Tout s’oppose dans les mises en scène : les décors minimalistes de Mac Gregor versus l’ambiance plus « baroque » de Warner, les costumes de cour délicats « à la Tudor » de cette dernière versus les sortes de kimonos gris du premier, les pantomimes de l’Opéra Comique versus les danseurs confirmés de Covent Garden, les éclairages chatoyants versus les clairs-obscurs somptueux…
On peut faire le parallèle avec les voix et le physique des interprètes. Faut-il préférer la Didon « de chair et de sang » d’Ernman, ou la tragédienne implacable de Conolly ? Le charme viril et raffiné de l’Enée de Maltman, ou la profondeur brutale de Meacham ? La magicienne sardonique et moqueuse de Summers, ou la Pythie du Destin de Fulgoni ? L’allant débraillé de Whiteley (marin du 3ème acte) ou l’énergie hiératique de Park ? Le choix est nécessairement affaire de goût, et ce n’est point le propos de votre serviteur que de trancher.
Les éléments purement musicaux ne permettent pas davantage de départager ces deux versions. Comment comparer la direction cursive et ciselée de Christie à la baguette nerveuse et inspirée d’Hogwood ? Les plateaux d’interprètes sont quant à eux très homogènes, et d’un excellent niveau dans les deux versions. Plutôt que d’opposer ces deux versions, soulignons plutôt leurs points communs. Car il y en a davantage qu’il ne pourrait paraître de prime abord. Outre la qualité des orchestres et des interprètes, la richesse de l’orchestration est retenue par les deux chefs qui, à la lumière des recherches musicologiques récentes, ne croient plus à « l’œuvre pour pensionnat de jeunes filles », dotée d’un orchestre minimaliste. Didon et Enée a probablement été créée comme opéra de cour (allusion voilée aux amours élisabéthaines ?), et mérite un orchestre en conséquence. Un autre aspect commun frappant est le soin porté à illustrer chacun leur lecture jusque dans le choix des interprètes (y compris la crédibilité de leur physique) et dans les moindres détails de la mise en scène, ce qui la rend particulièrement convaincante.
Afin de rendre votre choix encore plus difficile, je rappellerai très brièvement les composantes les plus séduisantes de chaque version, qui se détachent avec force d’un visionnage rapproché des deux enregistrements (grandement facilité par la brièveté de l’œuvre) : chez Christie la beauté des costumes, et le réalisme outré de certaines scènes (sorcières hétaïres d’occasion et amatrices de produits psychotropes, marin sortant tout droit des bordels de Carthage, sans oublier le magnifique déjeuner sur l’herbe entre Didon et Enée au deuxième acte) ; chezHogwood la beauté étourdissante des ballets, et les magnifiques clairs-obscurs.

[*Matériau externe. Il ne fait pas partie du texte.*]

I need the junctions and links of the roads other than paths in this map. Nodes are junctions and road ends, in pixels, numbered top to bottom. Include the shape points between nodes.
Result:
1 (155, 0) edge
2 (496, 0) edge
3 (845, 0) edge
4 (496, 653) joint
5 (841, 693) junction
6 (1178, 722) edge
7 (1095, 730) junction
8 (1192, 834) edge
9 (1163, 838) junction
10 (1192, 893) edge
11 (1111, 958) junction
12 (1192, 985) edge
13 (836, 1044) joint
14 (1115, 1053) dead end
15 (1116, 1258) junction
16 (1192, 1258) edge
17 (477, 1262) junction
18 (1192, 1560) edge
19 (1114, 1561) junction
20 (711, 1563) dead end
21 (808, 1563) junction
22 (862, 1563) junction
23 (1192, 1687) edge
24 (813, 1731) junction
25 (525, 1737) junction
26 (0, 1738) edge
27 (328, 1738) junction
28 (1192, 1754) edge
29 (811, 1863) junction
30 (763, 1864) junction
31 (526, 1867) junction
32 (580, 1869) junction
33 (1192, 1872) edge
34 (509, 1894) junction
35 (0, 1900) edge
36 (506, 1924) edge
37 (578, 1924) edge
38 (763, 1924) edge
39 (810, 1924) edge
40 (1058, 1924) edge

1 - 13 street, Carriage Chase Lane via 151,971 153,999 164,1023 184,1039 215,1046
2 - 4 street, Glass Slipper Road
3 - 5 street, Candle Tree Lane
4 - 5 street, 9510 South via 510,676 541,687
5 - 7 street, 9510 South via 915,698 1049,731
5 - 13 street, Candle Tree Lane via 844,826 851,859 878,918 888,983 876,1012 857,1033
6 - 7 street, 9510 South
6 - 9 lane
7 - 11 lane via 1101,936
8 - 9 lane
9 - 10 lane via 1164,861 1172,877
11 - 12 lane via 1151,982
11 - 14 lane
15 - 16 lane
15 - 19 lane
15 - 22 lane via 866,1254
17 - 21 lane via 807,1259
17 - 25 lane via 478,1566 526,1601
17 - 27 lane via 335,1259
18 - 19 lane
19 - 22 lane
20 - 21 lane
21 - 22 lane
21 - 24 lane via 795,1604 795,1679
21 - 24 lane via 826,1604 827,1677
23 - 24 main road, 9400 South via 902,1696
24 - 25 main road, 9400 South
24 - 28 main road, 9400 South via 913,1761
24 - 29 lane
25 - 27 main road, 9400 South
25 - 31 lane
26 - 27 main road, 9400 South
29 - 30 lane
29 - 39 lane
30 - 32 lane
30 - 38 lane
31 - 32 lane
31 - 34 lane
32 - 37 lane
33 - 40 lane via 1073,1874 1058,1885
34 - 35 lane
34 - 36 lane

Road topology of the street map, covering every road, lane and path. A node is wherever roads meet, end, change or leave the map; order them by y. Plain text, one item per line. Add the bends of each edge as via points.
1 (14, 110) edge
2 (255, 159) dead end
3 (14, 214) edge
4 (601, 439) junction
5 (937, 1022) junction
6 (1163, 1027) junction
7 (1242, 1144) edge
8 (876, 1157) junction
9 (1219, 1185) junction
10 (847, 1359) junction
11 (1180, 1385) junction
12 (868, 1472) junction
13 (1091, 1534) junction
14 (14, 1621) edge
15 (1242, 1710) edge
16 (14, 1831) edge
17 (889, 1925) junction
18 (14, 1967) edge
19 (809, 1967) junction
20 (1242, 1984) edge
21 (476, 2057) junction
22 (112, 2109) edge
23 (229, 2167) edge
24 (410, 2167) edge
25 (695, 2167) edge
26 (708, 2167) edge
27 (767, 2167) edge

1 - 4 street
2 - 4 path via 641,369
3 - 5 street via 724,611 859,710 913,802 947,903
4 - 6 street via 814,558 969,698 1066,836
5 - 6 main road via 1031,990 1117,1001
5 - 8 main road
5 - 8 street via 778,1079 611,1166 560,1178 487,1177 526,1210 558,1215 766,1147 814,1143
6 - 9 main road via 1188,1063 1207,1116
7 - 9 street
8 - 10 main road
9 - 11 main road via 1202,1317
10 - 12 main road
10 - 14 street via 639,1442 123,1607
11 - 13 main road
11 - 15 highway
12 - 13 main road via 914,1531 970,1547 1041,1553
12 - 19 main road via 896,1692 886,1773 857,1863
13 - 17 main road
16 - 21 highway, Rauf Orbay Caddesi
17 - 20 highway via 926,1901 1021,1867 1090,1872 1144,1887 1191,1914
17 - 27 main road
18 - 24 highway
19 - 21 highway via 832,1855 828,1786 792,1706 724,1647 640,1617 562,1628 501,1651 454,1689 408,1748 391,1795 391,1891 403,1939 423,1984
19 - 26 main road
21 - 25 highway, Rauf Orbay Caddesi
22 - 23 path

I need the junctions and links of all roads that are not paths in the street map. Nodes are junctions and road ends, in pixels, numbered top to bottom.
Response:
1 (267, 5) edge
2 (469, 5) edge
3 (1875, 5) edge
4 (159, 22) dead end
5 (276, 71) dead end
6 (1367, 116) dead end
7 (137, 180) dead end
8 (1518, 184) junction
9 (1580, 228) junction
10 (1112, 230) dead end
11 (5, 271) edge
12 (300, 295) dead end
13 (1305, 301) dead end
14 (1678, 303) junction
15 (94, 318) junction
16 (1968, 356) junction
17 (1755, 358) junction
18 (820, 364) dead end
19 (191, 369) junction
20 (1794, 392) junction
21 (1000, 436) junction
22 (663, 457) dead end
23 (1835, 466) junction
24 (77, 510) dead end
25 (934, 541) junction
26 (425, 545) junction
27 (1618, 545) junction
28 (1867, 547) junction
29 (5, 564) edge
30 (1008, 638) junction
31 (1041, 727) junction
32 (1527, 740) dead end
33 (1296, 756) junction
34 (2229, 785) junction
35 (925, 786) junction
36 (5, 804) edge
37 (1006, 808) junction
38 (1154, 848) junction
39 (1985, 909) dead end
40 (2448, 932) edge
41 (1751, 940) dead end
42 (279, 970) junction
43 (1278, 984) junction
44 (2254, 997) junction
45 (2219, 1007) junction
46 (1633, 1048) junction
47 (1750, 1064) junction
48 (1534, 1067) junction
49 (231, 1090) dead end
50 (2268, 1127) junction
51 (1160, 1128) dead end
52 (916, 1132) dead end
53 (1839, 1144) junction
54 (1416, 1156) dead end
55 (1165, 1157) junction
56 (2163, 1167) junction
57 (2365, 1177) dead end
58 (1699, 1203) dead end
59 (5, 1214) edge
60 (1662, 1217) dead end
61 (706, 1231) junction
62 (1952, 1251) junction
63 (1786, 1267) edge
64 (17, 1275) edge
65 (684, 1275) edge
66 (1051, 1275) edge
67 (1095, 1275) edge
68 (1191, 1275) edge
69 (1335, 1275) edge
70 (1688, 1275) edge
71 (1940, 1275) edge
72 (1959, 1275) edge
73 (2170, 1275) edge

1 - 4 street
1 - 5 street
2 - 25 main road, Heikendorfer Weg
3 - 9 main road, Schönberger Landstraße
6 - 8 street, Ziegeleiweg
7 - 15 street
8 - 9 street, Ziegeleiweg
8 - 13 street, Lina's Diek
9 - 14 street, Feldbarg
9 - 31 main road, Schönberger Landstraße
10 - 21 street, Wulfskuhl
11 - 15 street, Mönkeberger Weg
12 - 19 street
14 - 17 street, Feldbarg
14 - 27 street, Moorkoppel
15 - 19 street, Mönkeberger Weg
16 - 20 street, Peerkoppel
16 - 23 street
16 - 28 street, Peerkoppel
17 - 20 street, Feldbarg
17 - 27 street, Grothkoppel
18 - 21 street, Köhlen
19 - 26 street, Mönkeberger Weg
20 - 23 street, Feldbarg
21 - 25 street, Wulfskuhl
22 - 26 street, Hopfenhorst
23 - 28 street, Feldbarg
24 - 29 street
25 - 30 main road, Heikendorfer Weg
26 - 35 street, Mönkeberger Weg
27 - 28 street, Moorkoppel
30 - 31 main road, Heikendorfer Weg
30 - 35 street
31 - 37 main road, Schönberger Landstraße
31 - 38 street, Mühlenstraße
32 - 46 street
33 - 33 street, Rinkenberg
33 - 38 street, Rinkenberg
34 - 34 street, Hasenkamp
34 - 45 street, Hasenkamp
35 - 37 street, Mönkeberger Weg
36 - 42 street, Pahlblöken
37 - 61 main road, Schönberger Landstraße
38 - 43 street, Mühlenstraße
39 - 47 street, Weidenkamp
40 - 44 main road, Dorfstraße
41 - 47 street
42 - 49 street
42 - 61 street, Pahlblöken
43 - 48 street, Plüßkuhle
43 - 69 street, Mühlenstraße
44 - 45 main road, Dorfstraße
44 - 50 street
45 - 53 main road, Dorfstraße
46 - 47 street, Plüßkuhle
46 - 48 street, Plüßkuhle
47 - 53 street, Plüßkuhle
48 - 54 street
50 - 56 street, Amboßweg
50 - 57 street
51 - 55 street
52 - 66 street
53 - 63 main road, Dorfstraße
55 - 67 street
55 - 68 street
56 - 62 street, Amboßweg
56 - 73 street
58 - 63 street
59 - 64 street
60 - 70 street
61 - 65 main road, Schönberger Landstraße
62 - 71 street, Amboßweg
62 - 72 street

Maintenant, faites votre choix (pourquoi pas les deux ?), et quel qu’il soit n’hésitez pas à regarder et écouter sans modération…
Bruno Maury
Technique : prise de son claire, bien spatialisée, captation vidéo agréable et fluide.
Étiquettes : Bruno Maury, Christie William, DVD, Les Arts Florissants, Muse : argent, opéra, Opéra Comique, Purcell Dernière modification: 17 juillet 2014
[…] ensemble qui se veut respectable doit aborder, au moins une fois. Hervé Niquet, René Jacobs, William Christie… et aujourd’hui Vincent Dumestre. Mais à quoi bon une nouvelle fois ? Quelle nouveauté de […]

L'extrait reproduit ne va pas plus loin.